# RAW DATA:

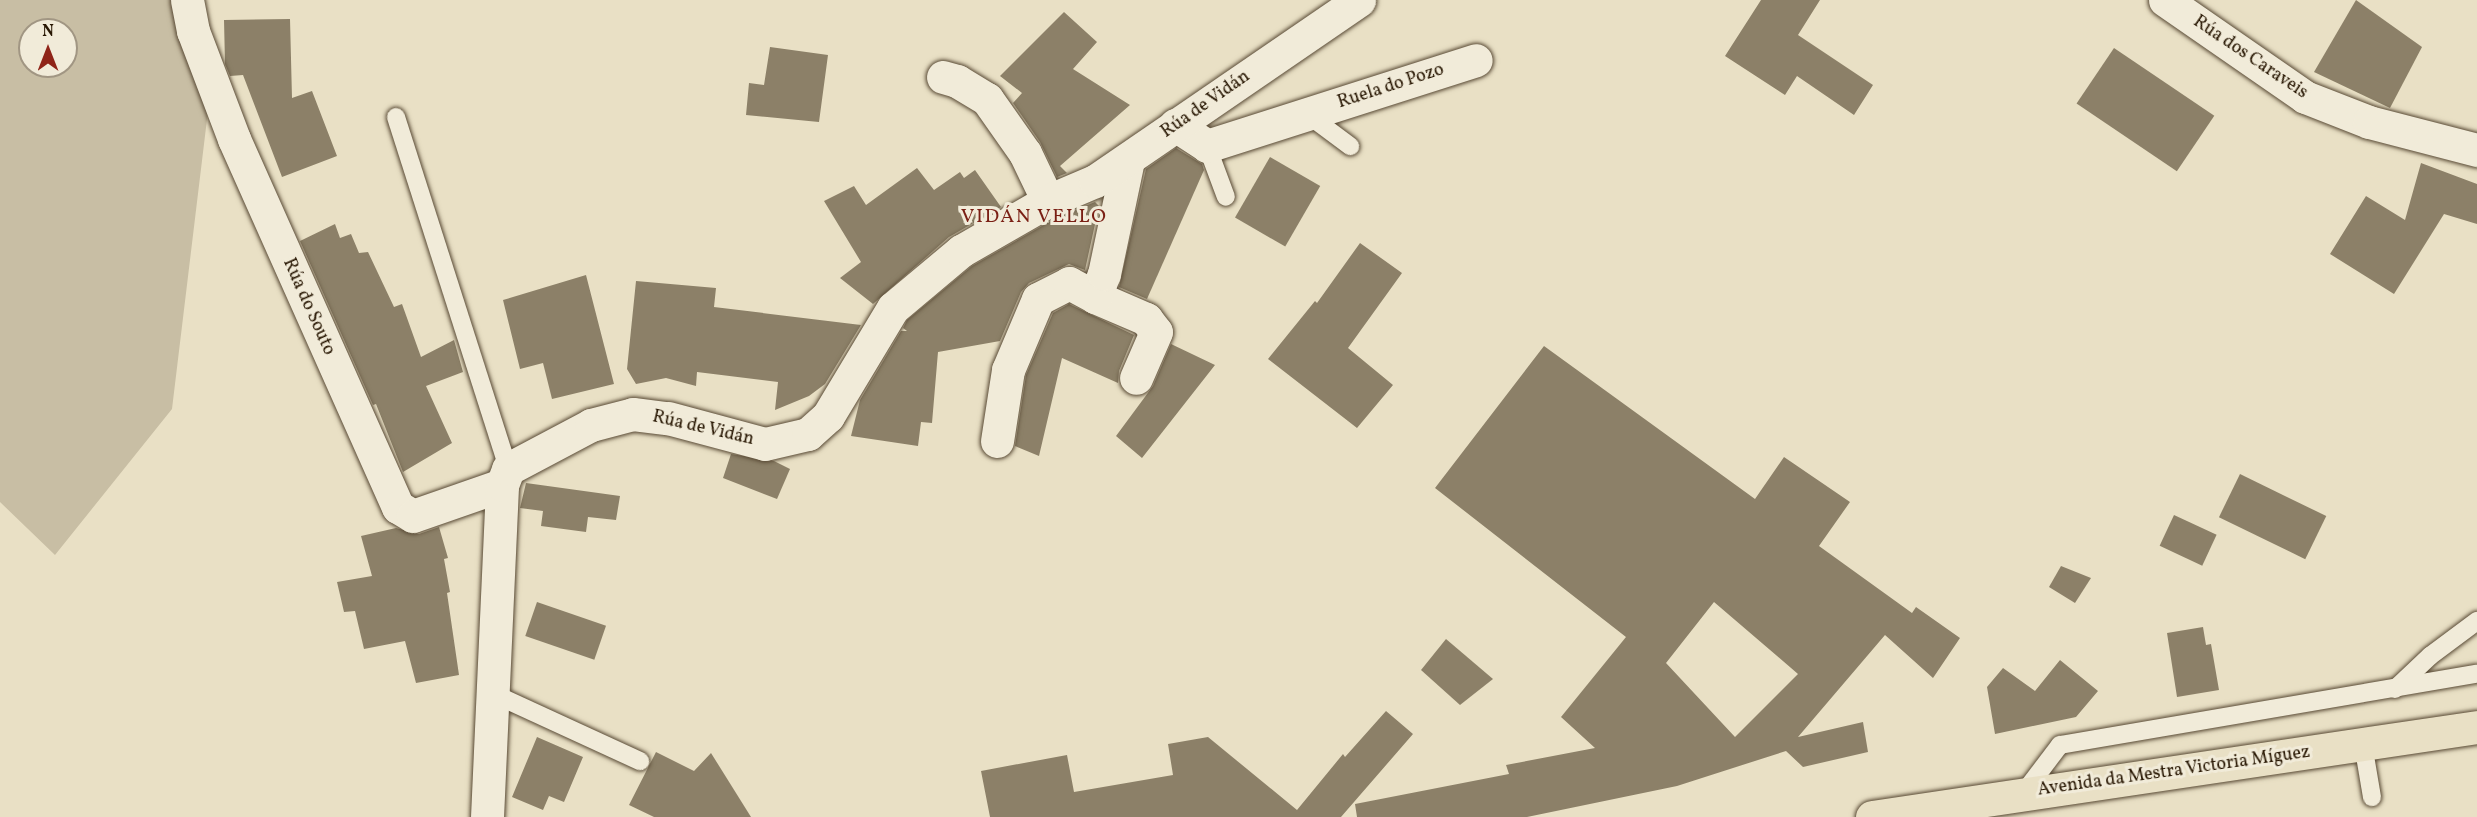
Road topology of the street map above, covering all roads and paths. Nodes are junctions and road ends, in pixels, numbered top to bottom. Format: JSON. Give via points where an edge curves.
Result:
{"nodes":[{"id":1,"x":186,"y":0,"type":"edge"},
{"id":2,"x":1359,"y":0,"type":"edge"},
{"id":3,"x":2165,"y":0,"type":"edge"},
{"id":4,"x":1476,"y":60,"type":"dead end"},
{"id":5,"x":943,"y":77,"type":"dead end"},
{"id":6,"x":1307,"y":114,"type":"junction"},
{"id":7,"x":396,"y":117,"type":"dead end"},
{"id":8,"x":1175,"y":125,"type":"junction"},
{"id":9,"x":1208,"y":146,"type":"junction"},
{"id":10,"x":1350,"y":146,"type":"dead end"},
{"id":11,"x":2477,"y":150,"type":"edge"},
{"id":12,"x":1128,"y":160,"type":"junction"},
{"id":13,"x":1226,"y":197,"type":"dead end"},
{"id":14,"x":1048,"y":201,"type":"junction"},
{"id":15,"x":1095,"y":297,"type":"junction"},
{"id":16,"x":1136,"y":378,"type":"dead end"},
{"id":17,"x":997,"y":441,"type":"dead end"},
{"id":18,"x":505,"y":477,"type":"junction"},
{"id":19,"x":2477,"y":621,"type":"edge"},
{"id":20,"x":2477,"y":674,"type":"edge"},
{"id":21,"x":2396,"y":689,"type":"junction"},
{"id":22,"x":494,"y":694,"type":"junction"},
{"id":23,"x":2477,"y":727,"type":"edge"},
{"id":24,"x":2363,"y":744,"type":"junction"},
{"id":25,"x":640,"y":761,"type":"dead end"},
{"id":26,"x":2022,"y":795,"type":"junction"},
{"id":27,"x":2372,"y":797,"type":"dead end"},
{"id":28,"x":488,"y":817,"type":"edge"},
{"id":29,"x":1872,"y":817,"type":"edge"}],
"edges":[{"from":1,"to":18,"type":"street","name":"Rúa do Souto","via":[[193,31],[234,139],[398,507],[413,516]]},
{"from":2,"to":8,"type":"street","name":"Rúa de Vidán"},
{"from":3,"to":11,"type":"street","name":"Rúa dos Caraveis","via":[[2305,98],[2369,122]]},
{"from":4,"to":6,"type":"street","name":"Ruela do Pozo"},
{"from":5,"to":14,"type":"street","via":[[987,99],[1025,153]]},
{"from":6,"to":9,"type":"street","name":"Ruela do Pozo"},
{"from":6,"to":10,"type":"lane","name":"Ruela do Pozo"},
{"from":7,"to":18,"type":"lane"},
{"from":8,"to":9,"type":"street"},
{"from":8,"to":12,"type":"street","name":"Rúa de Vidán"},
{"from":9,"to":13,"type":"lane"},
{"from":12,"to":14,"type":"street","name":"Rúa de Vidán","via":[[1095,181]]},
{"from":12,"to":15,"type":"street","via":[[1104,274]]},
{"from":14,"to":18,"type":"street","name":"Rúa de Vidán","via":[[961,251],[893,308],[828,416],[808,434],[765,444],[668,418],[633,414],[591,424]]},
{"from":15,"to":16,"type":"street","via":[[1146,319],[1156,332]]},
{"from":15,"to":17,"type":"street","via":[[1069,283],[1038,299],[1008,370]]},
{"from":18,"to":22,"type":"street"},
{"from":19,"to":21,"type":"lane","via":[[2430,656]]},
{"from":20,"to":21,"type":"lane"},
{"from":21,"to":26,"type":"lane","via":[[2060,745]]},
{"from":22,"to":25,"type":"lane"},
{"from":22,"to":28,"type":"street"},
{"from":23,"to":24,"type":"main road","name":"Avenida da Mestra Victoria Míguez"},
{"from":24,"to":26,"type":"main road","name":"Avenida da Mestra Victoria Míguez"},
{"from":24,"to":27,"type":"lane"},
{"from":26,"to":29,"type":"main road","name":"Avenida da Mestra Victoria Míguez"}]}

# PROBLEM DESCRIPTION:
Return each record exactly as given, excluding any image.

# SOLVED PROBLEM:
Road topology of the street map above, covering all roads and paths. Nodes are junctions and road ends, in pixels, numbered top to bottom. Format: JSON. Give via points where an edge curves.
Result:
{"nodes":[{"id":1,"x":186,"y":0,"type":"edge"},
{"id":2,"x":1359,"y":0,"type":"edge"},
{"id":3,"x":2165,"y":0,"type":"edge"},
{"id":4,"x":1476,"y":60,"type":"dead end"},
{"id":5,"x":943,"y":77,"type":"dead end"},
{"id":6,"x":1307,"y":114,"type":"junction"},
{"id":7,"x":396,"y":117,"type":"dead end"},
{"id":8,"x":1175,"y":125,"type":"junction"},
{"id":9,"x":1208,"y":146,"type":"junction"},
{"id":10,"x":1350,"y":146,"type":"dead end"},
{"id":11,"x":2477,"y":150,"type":"edge"},
{"id":12,"x":1128,"y":160,"type":"junction"},
{"id":13,"x":1226,"y":197,"type":"dead end"},
{"id":14,"x":1048,"y":201,"type":"junction"},
{"id":15,"x":1095,"y":297,"type":"junction"},
{"id":16,"x":1136,"y":378,"type":"dead end"},
{"id":17,"x":997,"y":441,"type":"dead end"},
{"id":18,"x":505,"y":477,"type":"junction"},
{"id":19,"x":2477,"y":621,"type":"edge"},
{"id":20,"x":2477,"y":674,"type":"edge"},
{"id":21,"x":2396,"y":689,"type":"junction"},
{"id":22,"x":494,"y":694,"type":"junction"},
{"id":23,"x":2477,"y":727,"type":"edge"},
{"id":24,"x":2363,"y":744,"type":"junction"},
{"id":25,"x":640,"y":761,"type":"dead end"},
{"id":26,"x":2022,"y":795,"type":"junction"},
{"id":27,"x":2372,"y":797,"type":"dead end"},
{"id":28,"x":488,"y":817,"type":"edge"},
{"id":29,"x":1872,"y":817,"type":"edge"}],
"edges":[{"from":1,"to":18,"type":"street","name":"Rúa do Souto","via":[[193,31],[234,139],[398,507],[413,516]]},
{"from":2,"to":8,"type":"street","name":"Rúa de Vidán"},
{"from":3,"to":11,"type":"street","name":"Rúa dos Caraveis","via":[[2305,98],[2369,122]]},
{"from":4,"to":6,"type":"street","name":"Ruela do Pozo"},
{"from":5,"to":14,"type":"street","via":[[987,99],[1025,153]]},
{"from":6,"to":9,"type":"street","name":"Ruela do Pozo"},
{"from":6,"to":10,"type":"lane","name":"Ruela do Pozo"},
{"from":7,"to":18,"type":"lane"},
{"from":8,"to":9,"type":"street"},
{"from":8,"to":12,"type":"street","name":"Rúa de Vidán"},
{"from":9,"to":13,"type":"lane"},
{"from":12,"to":14,"type":"street","name":"Rúa de Vidán","via":[[1095,181]]},
{"from":12,"to":15,"type":"street","via":[[1104,274]]},
{"from":14,"to":18,"type":"street","name":"Rúa de Vidán","via":[[961,251],[893,308],[828,416],[808,434],[765,444],[668,418],[633,414],[591,424]]},
{"from":15,"to":16,"type":"street","via":[[1146,319],[1156,332]]},
{"from":15,"to":17,"type":"street","via":[[1069,283],[1038,299],[1008,370]]},
{"from":18,"to":22,"type":"street"},
{"from":19,"to":21,"type":"lane","via":[[2430,656]]},
{"from":20,"to":21,"type":"lane"},
{"from":21,"to":26,"type":"lane","via":[[2060,745]]},
{"from":22,"to":25,"type":"lane"},
{"from":22,"to":28,"type":"street"},
{"from":23,"to":24,"type":"main road","name":"Avenida da Mestra Victoria Míguez"},
{"from":24,"to":26,"type":"main road","name":"Avenida da Mestra Victoria Míguez"},
{"from":24,"to":27,"type":"lane"},
{"from":26,"to":29,"type":"main road","name":"Avenida da Mestra Victoria Míguez"}]}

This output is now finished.